Les arbres de la Forêt de Cristal se firent tout d’abord de moins en moins nombreux, ce qui éclaircit dans un premier temps la route, l’inondant d’un soleil irradiant et aveuglant. Astrid dut plisser les yeux pour ne pas se retrouver sous acuité lorsque les derniers troncs disparurent de sa vue. Quand ses yeux se furent enfin accommodés à la lumière qui semblait jaillir de tous côtés, son souffle se coupa immédiatement. Des endroits magnifiques, elle en avait déjà vu de nombreux depuis son arrivée à Onyrik, mais chaque nouveau paysage ne cessait de l’émouvoir et de la surprendre par leur beauté sans pareille.
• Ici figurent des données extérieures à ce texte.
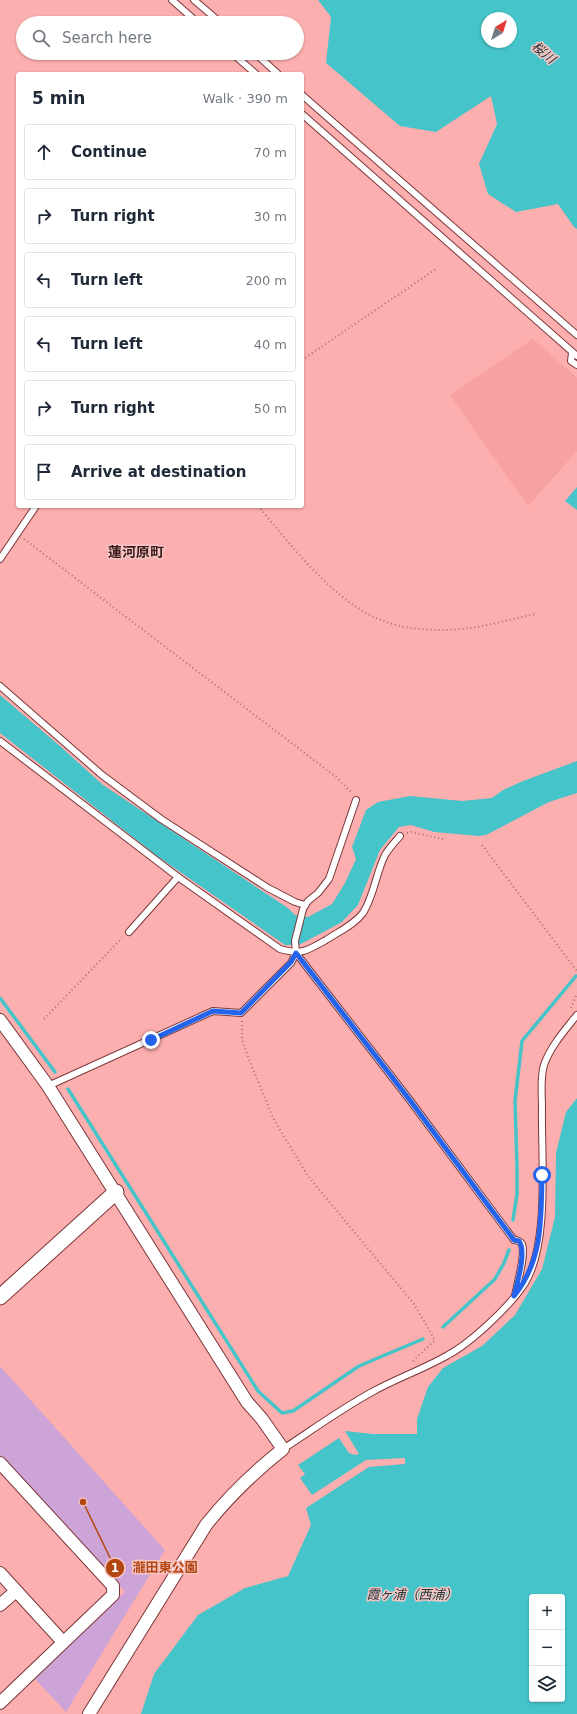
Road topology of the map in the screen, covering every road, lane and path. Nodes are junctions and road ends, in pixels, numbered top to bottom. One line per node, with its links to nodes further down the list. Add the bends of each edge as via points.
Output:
1 (172, 0): 3 (lane)
2 (194, 0): 4 (lane)
3 (190, 16)
4 (213, 16)
5 (240, 60): 7 (lane)
6 (263, 60): 8 (lane)
7 (254, 72)
8 (276, 72)
9 (304, 97): 12 (lane)
10 (304, 116): 13 (lane, via 551,331)
11 (436, 269): 14 (path)
12 (577, 335)
13 (574, 354): 15 (lane, via 571,361)
14 (304, 359)
15 (577, 366)
16 (35, 508): 18 (lane)
17 (260, 508): 20 (path, via 328,585 368,614 392,624 418,629 445,630)
18 (17, 534): 19 (lane); 23 (path, via 336,777)
19 (0, 559)
20 (536, 614)
21 (0, 686): 28 (lane, via 102,776 161,819 268,888)
22 (0, 742): 27 (lane)
23 (356, 800): 28 (lane, via 328,878 318,893)
24 (400, 836): 25 (path, via 412,832); 30 (lane, via 385,856 363,913 350,925 318,945)
25 (443, 839)
26 (482, 845): 31 (path)
27 (178, 877): 29 (lane); 30 (lane, via 280,949)
28 (305, 905): 30 (lane, via 295,941)
29 (129, 932): 34 (path)
30 (296, 953): 32 (lane, via 291,962); 38 (lane, via 514,1240 522,1245 521,1267)
31 (577, 971)
32 (241, 1013): 36 (lane, via 213,1011); 40 (path, via 242,1039 274,1120 308,1176 414,1304 435,1340 412,1362)
33 (577, 1015): 38 (lane, via 549,1053 544,1067 539,1235 530,1270 525,1282)
34 (44, 1019)
35 (0, 1020): 36 (street)
36 (48, 1086): 37 (street)
37 (116, 1192): 39 (street); 41 (street, via 247,1402)
38 (514, 1296): 40 (lane, via 472,1339 450,1354)
39 (0, 1297)
40 (402, 1377): 41 (lane, via 352,1404)
41 (283, 1449): 48 (street, via 246,1480 206,1525)
42 (0, 1463): 46 (street, via 113,1586 113,1595)
43 (0, 1573): 44 (street)
44 (16, 1591): 45 (street); 46 (street)
45 (0, 1605)
46 (63, 1642): 47 (street)
47 (0, 1703)
48 (89, 1714)

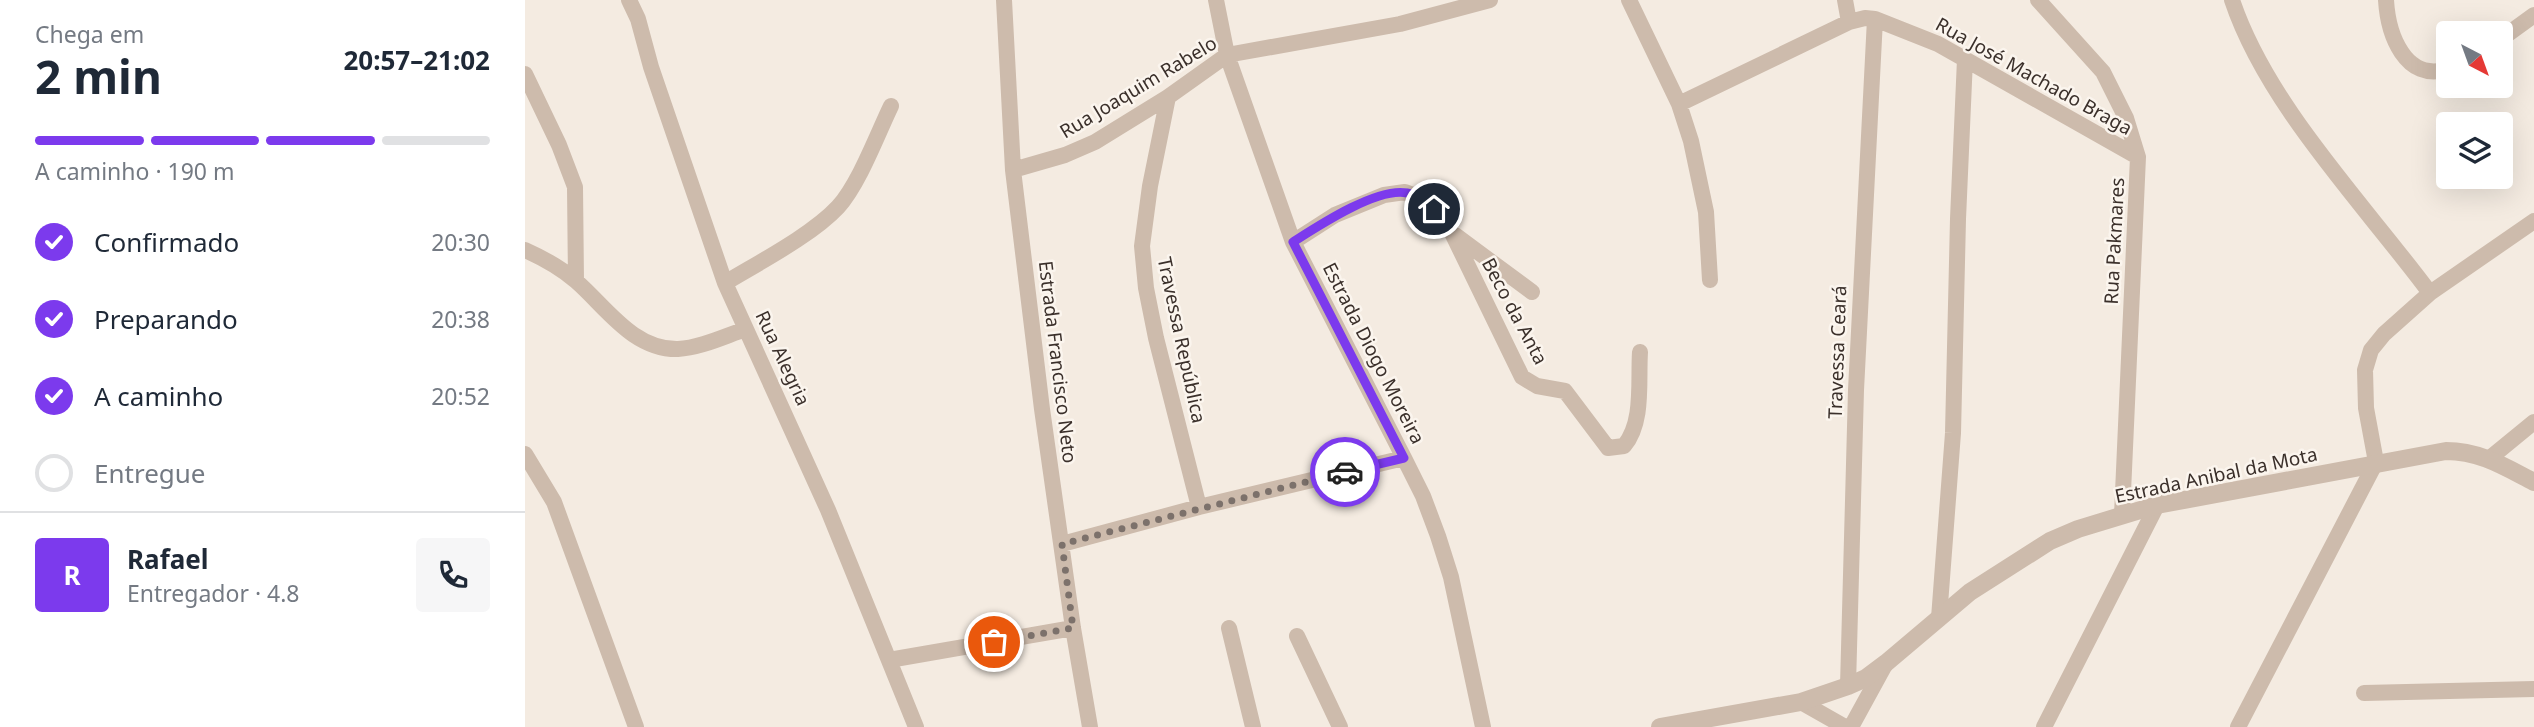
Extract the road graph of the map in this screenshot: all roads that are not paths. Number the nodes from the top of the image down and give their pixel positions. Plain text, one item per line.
1 (629, 0) edge
2 (1004, 0) edge
3 (1216, 0) edge
4 (1490, 0) edge
5 (1629, 0) edge
6 (1845, 0) edge
7 (2038, 0) edge
8 (2232, 0) edge
9 (2386, 0) edge
10 (2534, 15) edge
11 (1875, 19) junction
12 (1849, 22) junction
13 (2513, 30) edge
14 (1227, 55) junction
15 (1965, 60) junction
16 (2436, 71) edge
17 (525, 74) edge
18 (1168, 97) junction
19 (1679, 104) junction
20 (891, 106) dead end
21 (2139, 157) junction
22 (1013, 170) junction
23 (2534, 221) edge
24 (1452, 233) junction
25 (1293, 242) junction
26 (525, 250) edge
27 (1710, 280) dead end
28 (576, 281) junction
29 (725, 283) junction
30 (1531, 292) dead end
31 (2430, 293) junction
32 (746, 329) junction
33 (1640, 352) dead end
34 (2534, 422) edge
35 (525, 454) edge
36 (1404, 458) junction
37 (2490, 458) junction
38 (2376, 462) junction
39 (2534, 482) edge
40 (2157, 505) junction
41 (1199, 507) junction
42 (2122, 515) junction
43 (1062, 544) junction
44 (1939, 618) junction
45 (1073, 628) junction
46 (1229, 628) dead end
47 (1297, 636) dead end
48 (889, 660) junction
49 (1886, 663) junction
50 (1849, 686) junction
51 (2534, 689) edge
52 (2364, 693) dead end
53 (1801, 702) junction
54 (1677, 725) edge
55 (636, 727) edge
56 (916, 727) edge
57 (1090, 727) edge
58 (1253, 727) edge
59 (1340, 727) edge
60 (1483, 727) edge
61 (1660, 727) edge
62 (1848, 727) edge
63 (2044, 727) edge
64 (2238, 727) edge

1 - 29 street, Rua Alegria
2 - 22 street, Estrada Francisco Neto
3 - 14 street, Estrada Diogo Moreira
4 - 14 street, Rua Joaquim Rabelo
5 - 19 street
6 - 12 street
7 - 21 street, Rua Pakmares
8 - 31 street
9 - 16 street
10 - 13 street
11 - 12 street, Rua José Machado Braga
11 - 15 street, Rua José Machado Braga
11 - 50 street, Travessa Ceará
12 - 19 street, Rua José Machado Braga
14 - 18 street, Rua Joaquim Rabelo
14 - 25 street, Estrada Diogo Moreira
15 - 21 street, Rua José Machado Braga
15 - 44 street
17 - 28 street
18 - 22 street, Rua Joaquim Rabelo
18 - 41 street, Travessa República
19 - 27 street
20 - 29 street
21 - 42 street, Rua Pakmares
22 - 43 street, Estrada Francisco Neto
23 - 31 street
24 - 25 street, Beco da Anta
24 - 30 street
24 - 33 street, Beco da Anta
25 - 36 street, Estrada Diogo Moreira
26 - 28 street
28 - 32 street
29 - 32 street, Rua Alegria
31 - 38 street
32 - 48 street, Rua Alegria
34 - 37 street
35 - 55 street
36 - 41 street
36 - 60 street, Estrada Diogo Moreira
37 - 38 street, Estrada Anibal da Mota
37 - 39 street, Estrada Anibal da Mota
38 - 40 street, Estrada Anibal da Mota
38 - 64 street
40 - 42 street, Estrada Anibal da Mota
40 - 63 street
41 - 43 street
42 - 44 street, Estrada Anibal da Mota
43 - 45 street, Estrada Francisco Neto
44 - 49 street, Estrada Anibal da Mota
45 - 48 street
45 - 57 street, Estrada Francisco Neto
46 - 58 street
47 - 59 street
48 - 56 street, Rua Alegria
49 - 50 street, Estrada Anibal da Mota
49 - 62 street
50 - 53 street, Estrada Anibal da Mota
51 - 52 street
53 - 54 street, Estrada Anibal da Mota
53 - 62 street
54 - 61 street, Estrada Anibal da Mota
Sous ses yeux écarquillés d’émerveillement s’étalait sur des kilomètres une véritable patinoire à glace géante. Les eaux gelées du lac reflétaient les rayons incandescents de l’astre solaire qui peignait les cieux d'une palette de couleur aurorale insolite, et Astrid comprit que c’était ce reflet qui l’avait ébloui à l’orée de la Forêt de Cristal. Sur la surface miroitante pointaient, de temps à autre, de petits pics rocheux recouverts d’une légère couche de neige, aussi fine qu’un nuage de crème, à peine perceptible, coincés dans les eaux oubliées par le temps.

À l’autre bout du lac, juste en face d'eux, se dressait, d’une majesté saisissante, une tour presque aussi haute que les montagnes qui l’entouraient. Celle-ci se constituaient d’une seule et unique tourelle, qui pointait droit en direction des cieux légèrement ombragés. Son sommet était recouvert d’une couche de neige, lui aussi. L’édifice comportait de nombreuses fenêtres qui couraient sur toute sa longueur, disposées en spirales tout autour du bâtiment.

“La Flèche de Cristal”, devina-t-elle aisément.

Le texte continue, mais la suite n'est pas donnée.